(Exercise)
Copy out every record below exactly as written, but leave out any pictures.

Saved entries:
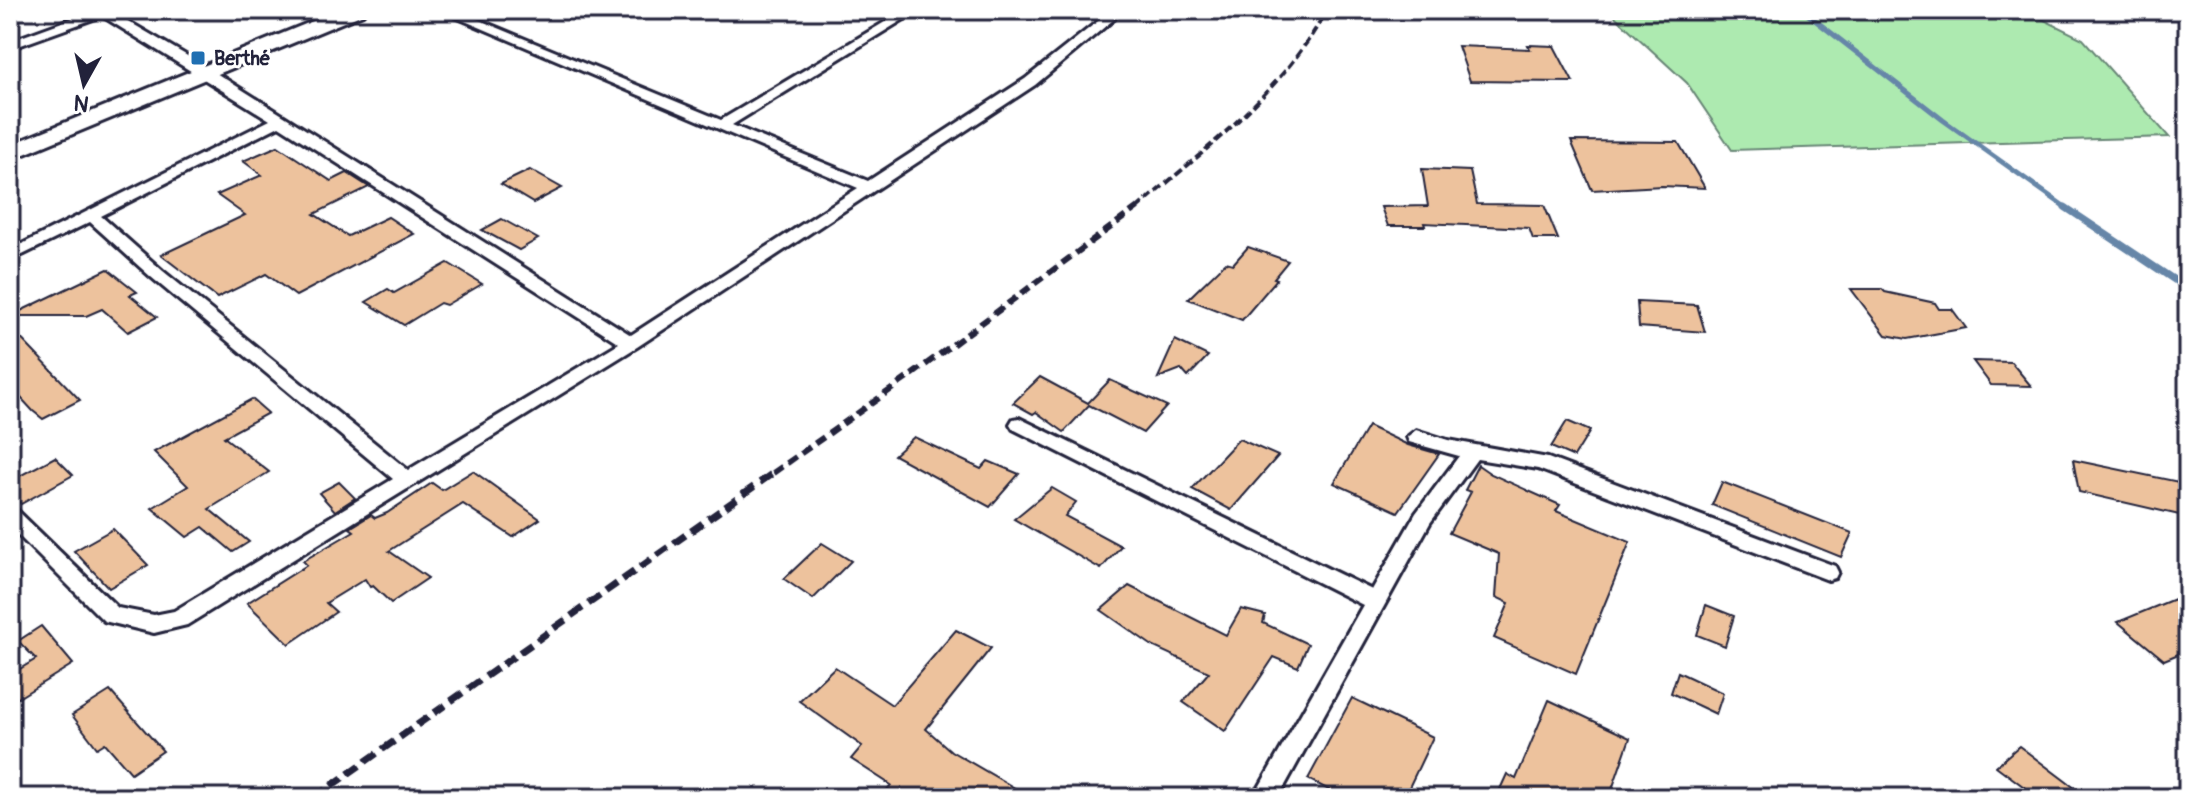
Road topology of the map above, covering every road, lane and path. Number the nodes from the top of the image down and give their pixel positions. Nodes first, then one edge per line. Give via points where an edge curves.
1 (102, 10) edge
2 (136, 10) edge
3 (330, 10) edge
4 (356, 10) edge
5 (445, 10) edge
6 (913, 10) edge
7 (1119, 10) edge
8 (119, 20) junction
9 (10, 45) edge
10 (197, 68) junction
11 (280, 120) junction
12 (721, 126) junction
13 (10, 138) edge
14 (10, 153) edge
15 (866, 186) junction
16 (91, 215) junction
17 (10, 256) edge
18 (631, 343) junction
19 (1019, 424) dead end
20 (1416, 437) dead end
21 (1471, 454) junction
22 (407, 480) junction
23 (10, 515) edge
24 (1828, 572) dead end
25 (1374, 601) junction
26 (1265, 798) edge

1 - 8 street
1 - 9 street
2 - 8 street
3 - 10 main road
4 - 10 main road
5 - 12 street
6 - 12 street
7 - 15 street via 1030,82
8 - 10 street
10 - 11 street
10 - 13 main road
10 - 14 main road
11 - 16 street
11 - 18 street
12 - 15 street
15 - 18 street
16 - 17 street
16 - 22 street
18 - 22 street
19 - 25 street
20 - 21 street
21 - 24 street via 1541,463
21 - 25 street via 1423,518
22 - 23 street via 179,619 154,624 112,615
25 - 26 street

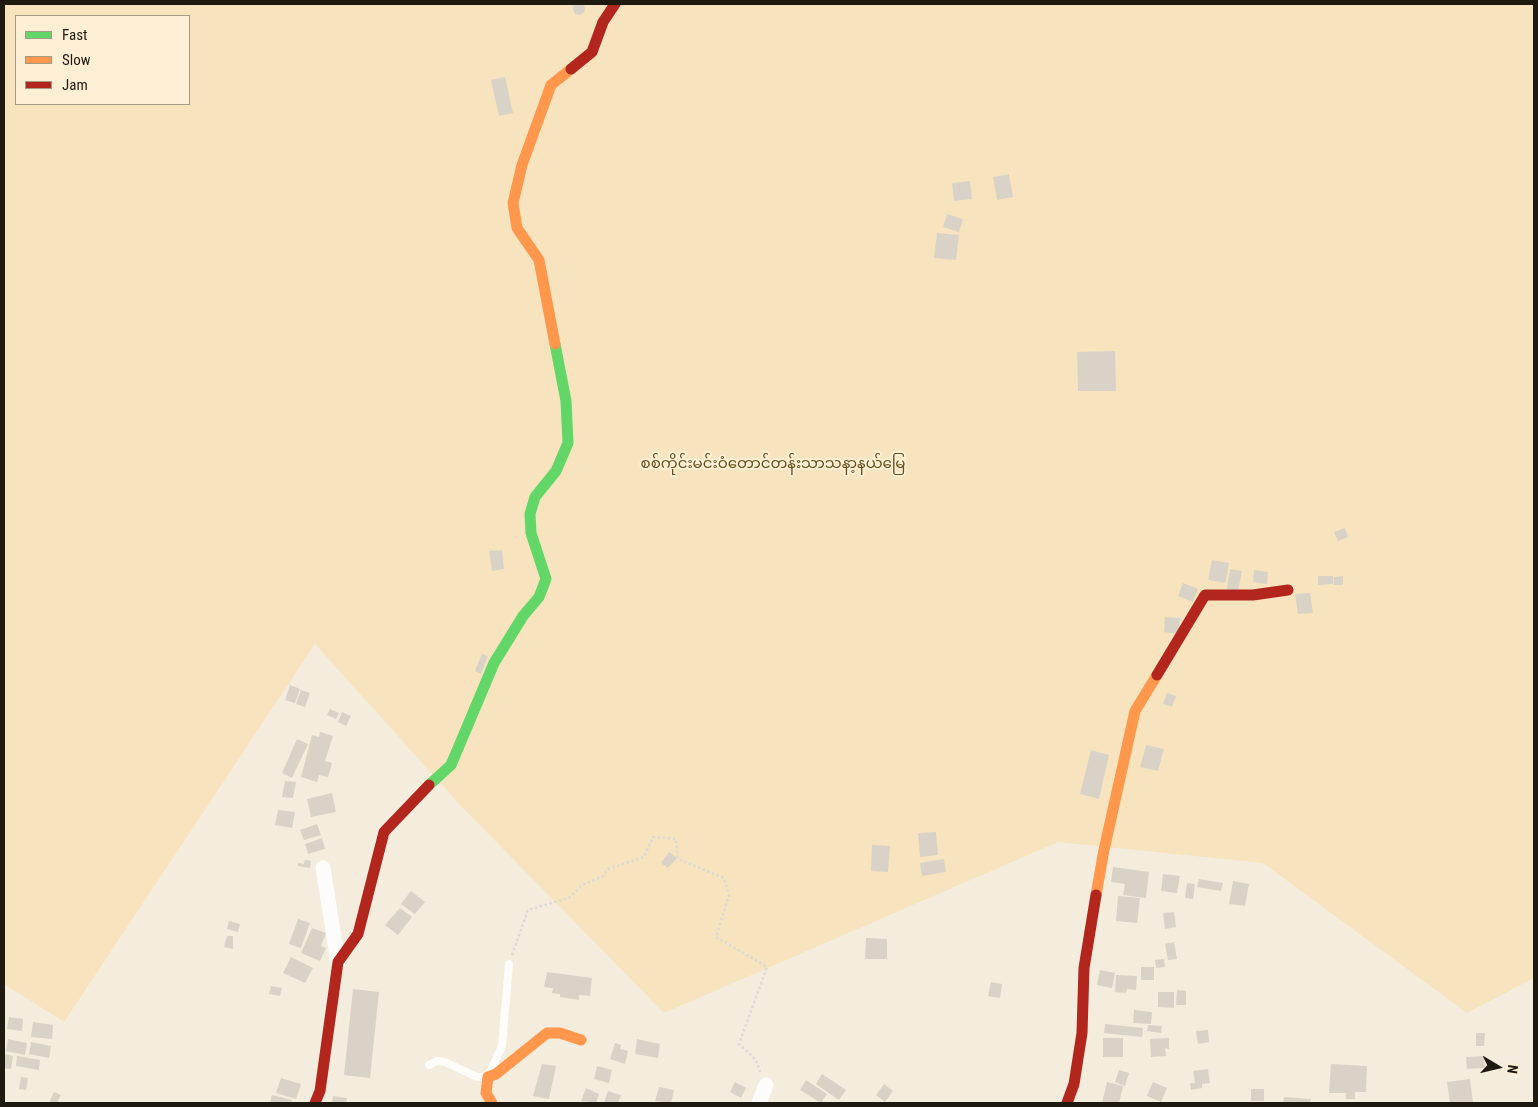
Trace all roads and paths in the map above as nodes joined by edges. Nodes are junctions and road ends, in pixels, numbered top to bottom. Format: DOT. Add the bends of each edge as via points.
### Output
graph roads {
  1 [pos="615,4"];
  2 [pos="1288,590"];
  3 [pos="323,868"];
  4 [pos="338,962"];
  5 [pos="509,964"];
  6 [pos="581,1040"];
  7 [pos="430,1065"];
  8 [pos="488,1077"];
  9 [pos="766,1085"];
  10 [pos="315,1103"];
  11 [pos="492,1103"];
  12 [pos="759,1103"];
  13 [pos="1068,1103"];
  1 -- 4 [label="street" via="603,22 592,52 551,85 522,165 513,203 517,228 539,260 566,401 568,443 556,471 535,497 530,514 531,533 546,579 539,597 494,663 451,764 384,832 358,934"];
  2 -- 13 [label="street" via="1205,595 1135,711 1104,850 1084,968 1082,1033"];
  3 -- 4 [label="street"];
  4 -- 10 [label="street" via="320,1091"];
  5 -- 8 [label="lane" via="502,1046"];
  5 -- 9 [label="path" via="528,910 569,898 582,885 602,876 608,869 644,857 653,836 676,840 678,859 724,878 729,895 716,937 767,967 739,1044 756,1060"];
  6 -- 8 [label="street" via="560,1033 547,1033"];
  7 -- 8 [label="lane" via="437,1060 476,1077"];
  8 -- 11 [label="street" via="486,1093"];
  9 -- 12 [label="street"];
}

(Task answer)
Road topology of the map above, covering every road, lane and path. Number the nodes from the top of the image down and give their pixel positions. Nodes first, then one edge per line. Give via points where an edge curves.
1 (102, 10) edge
2 (136, 10) edge
3 (330, 10) edge
4 (356, 10) edge
5 (445, 10) edge
6 (913, 10) edge
7 (1119, 10) edge
8 (119, 20) junction
9 (10, 45) edge
10 (197, 68) junction
11 (280, 120) junction
12 (721, 126) junction
13 (10, 138) edge
14 (10, 153) edge
15 (866, 186) junction
16 (91, 215) junction
17 (10, 256) edge
18 (631, 343) junction
19 (1019, 424) dead end
20 (1416, 437) dead end
21 (1471, 454) junction
22 (407, 480) junction
23 (10, 515) edge
24 (1828, 572) dead end
25 (1374, 601) junction
26 (1265, 798) edge

1 - 8 street
1 - 9 street
2 - 8 street
3 - 10 main road
4 - 10 main road
5 - 12 street
6 - 12 street
7 - 15 street via 1030,82
8 - 10 street
10 - 11 street
10 - 13 main road
10 - 14 main road
11 - 16 street
11 - 18 street
12 - 15 street
15 - 18 street
16 - 17 street
16 - 22 street
18 - 22 street
19 - 25 street
20 - 21 street
21 - 24 street via 1541,463
21 - 25 street via 1423,518
22 - 23 street via 179,619 154,624 112,615
25 - 26 street

Trace all roads and paths in the map above as nodes joined by edges. Nodes are junctions and road ends, in pixels, numbered top to bottom. Format: DOT. Add the bends of each edge as via points.
### Output
graph roads {
  1 [pos="615,4"];
  2 [pos="1288,590"];
  3 [pos="323,868"];
  4 [pos="338,962"];
  5 [pos="509,964"];
  6 [pos="581,1040"];
  7 [pos="430,1065"];
  8 [pos="488,1077"];
  9 [pos="766,1085"];
  10 [pos="315,1103"];
  11 [pos="492,1103"];
  12 [pos="759,1103"];
  13 [pos="1068,1103"];
  1 -- 4 [label="street" via="603,22 592,52 551,85 522,165 513,203 517,228 539,260 566,401 568,443 556,471 535,497 530,514 531,533 546,579 539,597 494,663 451,764 384,832 358,934"];
  2 -- 13 [label="street" via="1205,595 1135,711 1104,850 1084,968 1082,1033"];
  3 -- 4 [label="street"];
  4 -- 10 [label="street" via="320,1091"];
  5 -- 8 [label="lane" via="502,1046"];
  5 -- 9 [label="path" via="528,910 569,898 582,885 602,876 608,869 644,857 653,836 676,840 678,859 724,878 729,895 716,937 767,967 739,1044 756,1060"];
  6 -- 8 [label="street" via="560,1033 547,1033"];
  7 -- 8 [label="lane" via="437,1060 476,1077"];
  8 -- 11 [label="street" via="486,1093"];
  9 -- 12 [label="street"];
}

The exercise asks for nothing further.